1. I’m an ugly runner. It’s truly painful to watch. (Don’t believe me? Check out the pics in Running with Jesus.) But God’s creation is beautiful. I don’t even listen to music while running anymore. Instead I pay attention to the smell of lilacs in full bloom, the trees swaying in the breeze, and the stars, which have always been one of my favorite things in all of God’s creation!

2. I hate how I feel during a run, but I love how I feel after a run. Truthfully, I feel like I might die during a run. My lungs burn, my legs feel like dead weights, and my joints ache with every pounding step. But I love the adrenaline rush when it is all over! I feel stronger. I feel calmer. Somehow stress seems to melt away during a run and after there’s a new sense of clarity.

3. I hate that I’m not good at it, but I love that I’m getting better. Running is so concrete and measurable. I can see the improvement as I run longer and improve my pace. There’s a new “PR” possible with every time out.

4. I hate that I can’t compete with other runners, but I love the encouragement runners offer one another. It is a beautiful example of what Christian community is supposed to look like. Throughout his letters, Paul repeatedly urged followers of Jesus to encourage one another, build each other up, to be of one mind, and to live in peace. This is exemplified in the running community. No fellow runner, regardless of their skill level, has ever demeaned me for mine. Instead, I’ve received nothing but encouragement. I’ve even experienced more skilled, faster runners, coming back to cheer me on as I struggle to finish a race. I pray the Christian community learns to follow the lead of runners!

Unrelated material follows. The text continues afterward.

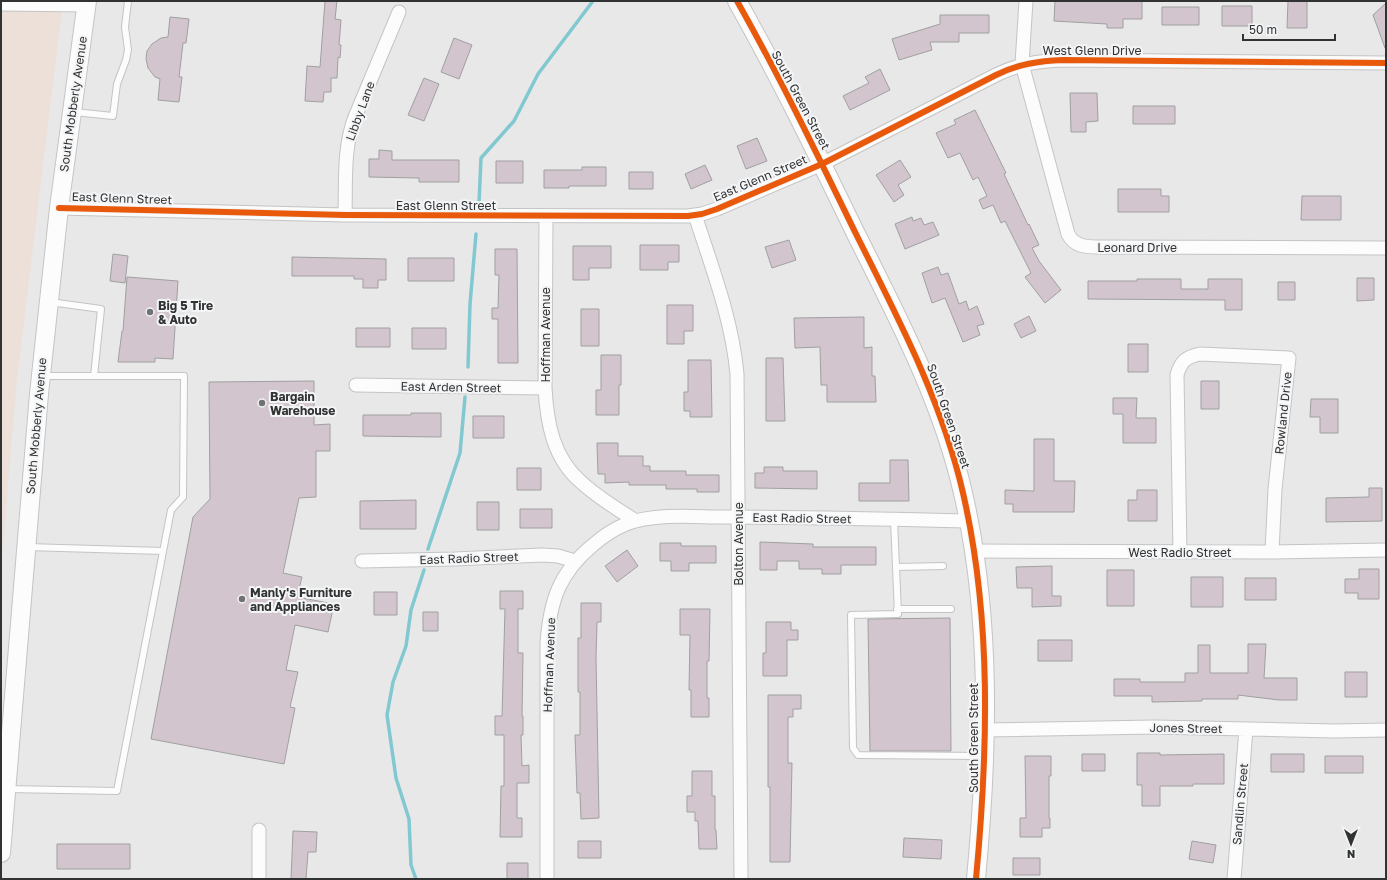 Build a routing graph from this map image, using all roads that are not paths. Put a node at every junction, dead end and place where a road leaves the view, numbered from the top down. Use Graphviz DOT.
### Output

5. I hate how challenging running is for me, but I love taking on the challenge. Nothing is quite as satisfying as accomplishing something you weren’t quite sure you could do. One of my favorite quotes is from the movie “A League of Their Own.” The coach of the Rockford Peaches looks at his star player who has just quit the team because it “got too hard” and says, “It’s supposed to be hard. The ‘hard’ is what makes it great. If it wasn’t hard, everyone would do it.” How true! There is little satisfaction in doing something that’s easy.

6. I hate that running forces me to realize just how out of shape I really am, but I love that running is helping me take better care of my body. God has given me an earthly body and asked that I take care of it. I’m going to be honest, I don’t do a good job of caring for my body. The worse the food is for you, the more likely it is to be one of my favorites! And I can easily spend an entire day (or week) just laying on the couch, watching countless hours of television. But caring for my body means eating foods that are good for me and moving to the point of sweating. Running encourages me to eat in a more healthy way and gets my behind off the couch. I want the energy and stamina to serve God for many years to come, which means I need to take good care of the body He has given me!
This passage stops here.